Les eaux grises désignent les eaux usées domestiques faiblement polluées, issues des douches, baignoires, lavabos et machines à laver. Elles se distinguent des eaux noires qui proviennent des toilettes et contiennent des matières fécales. Les eaux de cuisine sont en général exclues de cette nomenclature en raison de la présence de matières grasses difficiles à traiter. Une fois traitées, les eaux grises peuvent être réutilisées pour des usages non potables, contribuant ainsi à une gestion plus durable des ressources en eau.
Usages et cadre réglementaire de l’eau recyclée
Au Luxembourg, les eaux grises représentent environ 48 % des eaux usées d’un foyer (source : Administration de la gestion de l’eau, chiffres 2019 - eau.gouvernement.lu). Leur réutilisation pourrait permettre une réduction significative de la consommation d’eau potable, notamment pour l’alimentation des toilettes, le lavage des sols ou des véhicules, ainsi que l’arrosage des potagers. Cependant, les usages autorisés varient selon les pays et leurs réglementations.
La réglementation européenne en matière de réutilisation des eaux usées traitées est principalement définie par le Règlement (UE) 2020/741 du Parlement européen et du Conseil du 25 mai 2020. Ce texte, entré en vigueur le 26 juin 2023, fixe des exigences minimales de qualité et de surveillance de l’eau, ainsi que des règles de gestion des risques, afin d’assurer une utilisation sûre de l’eau recyclée, en particulier pour l’irrigation agricole. Toutefois, ce règlement ne couvre pas directement la réutilisation des eaux grises dans les bâtiments, laissant chaque État membre définir ses propres réglementations.
En France par exemple, la réutilisation des eaux grises est encadrée par des dispositions légales spécifiques. Depuis le 12 juillet 2024, de nouvelles réglementations définissent des normes de qualité pour ces eaux recyclées. Elles sont autorisées pour divers usages non potables, notamment l’arrosage des espaces verts, l’alimentation des toilettes, le nettoyage des surfaces extérieures, le lavage de véhicules et l’alimentation de fontaines décoratives. Selon l’usage, des critères de qualité spécifiques doivent être respectés, classés en qualité A et A+. Un contrôle annuel de la qualité des eaux doit également être réalisé.
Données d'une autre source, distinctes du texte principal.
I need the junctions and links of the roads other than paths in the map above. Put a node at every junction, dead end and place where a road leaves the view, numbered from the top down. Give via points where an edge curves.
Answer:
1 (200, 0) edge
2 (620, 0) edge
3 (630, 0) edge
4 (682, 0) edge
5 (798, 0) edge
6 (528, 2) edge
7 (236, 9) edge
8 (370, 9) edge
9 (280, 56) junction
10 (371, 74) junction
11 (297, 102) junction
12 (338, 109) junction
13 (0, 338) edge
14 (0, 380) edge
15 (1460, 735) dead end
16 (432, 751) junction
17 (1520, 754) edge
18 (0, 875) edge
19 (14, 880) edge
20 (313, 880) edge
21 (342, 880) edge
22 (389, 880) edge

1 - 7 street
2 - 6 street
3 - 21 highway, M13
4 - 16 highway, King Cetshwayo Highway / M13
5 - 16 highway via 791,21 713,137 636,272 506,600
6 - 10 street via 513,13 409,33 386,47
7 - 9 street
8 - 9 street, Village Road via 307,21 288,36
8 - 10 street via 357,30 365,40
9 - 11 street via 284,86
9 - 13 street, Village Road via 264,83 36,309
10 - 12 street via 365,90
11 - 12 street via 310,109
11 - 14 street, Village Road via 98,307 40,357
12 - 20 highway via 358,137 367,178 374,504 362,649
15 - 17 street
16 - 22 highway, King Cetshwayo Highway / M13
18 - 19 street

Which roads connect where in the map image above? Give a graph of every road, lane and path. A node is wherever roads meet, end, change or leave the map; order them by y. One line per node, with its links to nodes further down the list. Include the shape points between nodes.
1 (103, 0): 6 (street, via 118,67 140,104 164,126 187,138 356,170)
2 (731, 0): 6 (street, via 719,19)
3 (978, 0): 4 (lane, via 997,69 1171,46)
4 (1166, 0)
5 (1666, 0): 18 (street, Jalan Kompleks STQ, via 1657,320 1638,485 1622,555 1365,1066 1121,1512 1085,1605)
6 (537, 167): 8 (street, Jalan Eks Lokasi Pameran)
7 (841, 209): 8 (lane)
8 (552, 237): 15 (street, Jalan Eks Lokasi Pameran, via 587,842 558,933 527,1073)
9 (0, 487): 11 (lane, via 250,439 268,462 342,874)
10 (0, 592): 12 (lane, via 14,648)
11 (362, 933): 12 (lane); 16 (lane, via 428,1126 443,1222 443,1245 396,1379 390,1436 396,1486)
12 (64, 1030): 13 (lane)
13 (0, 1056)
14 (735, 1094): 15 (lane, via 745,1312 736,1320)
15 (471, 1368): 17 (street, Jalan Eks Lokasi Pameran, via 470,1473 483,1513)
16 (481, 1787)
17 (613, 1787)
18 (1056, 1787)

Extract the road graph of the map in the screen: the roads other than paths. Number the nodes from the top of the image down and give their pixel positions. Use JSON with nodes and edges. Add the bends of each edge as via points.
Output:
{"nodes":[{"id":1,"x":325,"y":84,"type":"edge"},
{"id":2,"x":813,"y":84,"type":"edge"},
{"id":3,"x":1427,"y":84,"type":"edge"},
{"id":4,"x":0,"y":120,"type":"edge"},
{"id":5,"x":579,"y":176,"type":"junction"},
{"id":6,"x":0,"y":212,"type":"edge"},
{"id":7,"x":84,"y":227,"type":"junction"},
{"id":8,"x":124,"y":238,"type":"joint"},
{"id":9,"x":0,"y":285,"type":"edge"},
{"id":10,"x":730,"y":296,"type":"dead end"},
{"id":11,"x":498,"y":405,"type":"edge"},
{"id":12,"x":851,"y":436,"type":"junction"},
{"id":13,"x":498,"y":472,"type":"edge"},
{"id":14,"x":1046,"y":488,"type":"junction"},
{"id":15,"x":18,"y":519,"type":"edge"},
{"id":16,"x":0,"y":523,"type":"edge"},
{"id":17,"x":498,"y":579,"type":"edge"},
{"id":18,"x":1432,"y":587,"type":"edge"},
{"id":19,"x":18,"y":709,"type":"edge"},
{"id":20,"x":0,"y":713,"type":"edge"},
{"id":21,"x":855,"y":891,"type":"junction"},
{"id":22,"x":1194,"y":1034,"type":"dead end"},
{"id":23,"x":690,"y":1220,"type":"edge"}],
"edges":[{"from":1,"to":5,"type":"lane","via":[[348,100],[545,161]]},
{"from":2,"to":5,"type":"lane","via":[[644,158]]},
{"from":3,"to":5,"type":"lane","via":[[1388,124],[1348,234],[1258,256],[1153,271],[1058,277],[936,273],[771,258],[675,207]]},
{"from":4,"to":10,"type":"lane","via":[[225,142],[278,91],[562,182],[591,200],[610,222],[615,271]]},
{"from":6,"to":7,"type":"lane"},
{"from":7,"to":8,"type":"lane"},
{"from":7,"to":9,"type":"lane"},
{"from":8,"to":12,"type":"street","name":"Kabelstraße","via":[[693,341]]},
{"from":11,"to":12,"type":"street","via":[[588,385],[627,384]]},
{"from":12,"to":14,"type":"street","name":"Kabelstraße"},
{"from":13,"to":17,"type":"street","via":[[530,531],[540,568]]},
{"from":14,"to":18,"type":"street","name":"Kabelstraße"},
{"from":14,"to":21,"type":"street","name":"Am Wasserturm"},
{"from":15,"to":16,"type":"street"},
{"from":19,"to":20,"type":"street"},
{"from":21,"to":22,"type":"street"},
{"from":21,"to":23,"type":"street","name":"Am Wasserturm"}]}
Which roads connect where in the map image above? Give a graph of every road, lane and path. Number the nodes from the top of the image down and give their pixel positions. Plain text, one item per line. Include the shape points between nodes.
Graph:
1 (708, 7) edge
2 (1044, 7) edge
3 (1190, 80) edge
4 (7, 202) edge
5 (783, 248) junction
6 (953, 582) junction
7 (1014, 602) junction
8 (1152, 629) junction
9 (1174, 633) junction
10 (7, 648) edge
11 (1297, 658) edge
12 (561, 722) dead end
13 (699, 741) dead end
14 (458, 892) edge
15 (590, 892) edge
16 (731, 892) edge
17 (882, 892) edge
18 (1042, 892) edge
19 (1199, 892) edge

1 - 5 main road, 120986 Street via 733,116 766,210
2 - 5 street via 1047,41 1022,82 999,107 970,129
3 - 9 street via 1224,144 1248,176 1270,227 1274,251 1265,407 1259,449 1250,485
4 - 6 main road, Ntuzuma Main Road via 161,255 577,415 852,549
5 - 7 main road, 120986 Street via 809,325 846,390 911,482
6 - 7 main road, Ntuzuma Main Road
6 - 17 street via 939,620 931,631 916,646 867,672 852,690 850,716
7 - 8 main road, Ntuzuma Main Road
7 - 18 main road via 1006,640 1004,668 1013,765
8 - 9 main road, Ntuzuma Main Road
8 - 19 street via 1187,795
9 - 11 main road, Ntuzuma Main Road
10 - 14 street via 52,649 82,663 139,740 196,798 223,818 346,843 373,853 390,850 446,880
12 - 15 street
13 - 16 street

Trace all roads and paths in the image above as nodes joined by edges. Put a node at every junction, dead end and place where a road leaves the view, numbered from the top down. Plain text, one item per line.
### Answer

Au Luxembourg, aucune réglementation spécifique n’encadre encore la réutilisation des eaux grises dans les bâtiments. Cependant, des recommandations luxembourgeoises propres (basées sur des standards locaux d’application et des extraits issus de normes telles que EN 1717 et EN 16941-2) apportent des précisions sur les systèmes de traitement, les sources de récupération, les usages potentiels et les exigences en matière de conception, de dimensionnement, d’installation, d’utilisation et d’entretien des dispositifs. Même si l’installation de ces systèmes dans les bâtiments ne doit actuellement pas faire l’objet d’une autorisation ou d’un contrôle spécifique, une attention particulière doit leur être portée pour éviter tout risque de contamination du réseau public d’eau et d’éventuels problèmes sanitaires liés à un traitement inadéquat des eaux grises. Actuellement, seule la réutilisation des eaux grises vers les WC est tolérée.
Quels freins à la réutilisation des eaux grises ?
Malgré ses bénéfices environnementaux, la réutilisation des eaux grises se heurte à plusieurs obstacles. Tout d’abord, l’absence de cadre juridique clair et harmonisé en Europe limite son déploiement à grande échelle. Le coût élevé des infrastructures, incluant les systèmes de traitement et de redistribution, représente un surcoût initial important, rendant actuellement le retour sur investissement long et incertain. Par ailleurs, l’intégration de ces systèmes complexifie la conception et l’entretien des bâtiments, notamment pour les maisons individuelles. Enfin, l’acceptation sociétale demeure un frein, certains usagers restant réticents à l’idée d’utiliser de l’eau recyclée, même pour des usages non potables.
Avantages de la réutilisation des eaux grises
Contrairement à l’eau de pluie, dont la disponibilité est variable en fonction des conditions météorologiques, les eaux grises présentent un apport constant et stable tout au long de l’année. Cette régularité constitue un atout majeur pour optimiser la gestion de l’eau dans les bâtiments et garantir un approvisionnement fiable pour des usages non potables.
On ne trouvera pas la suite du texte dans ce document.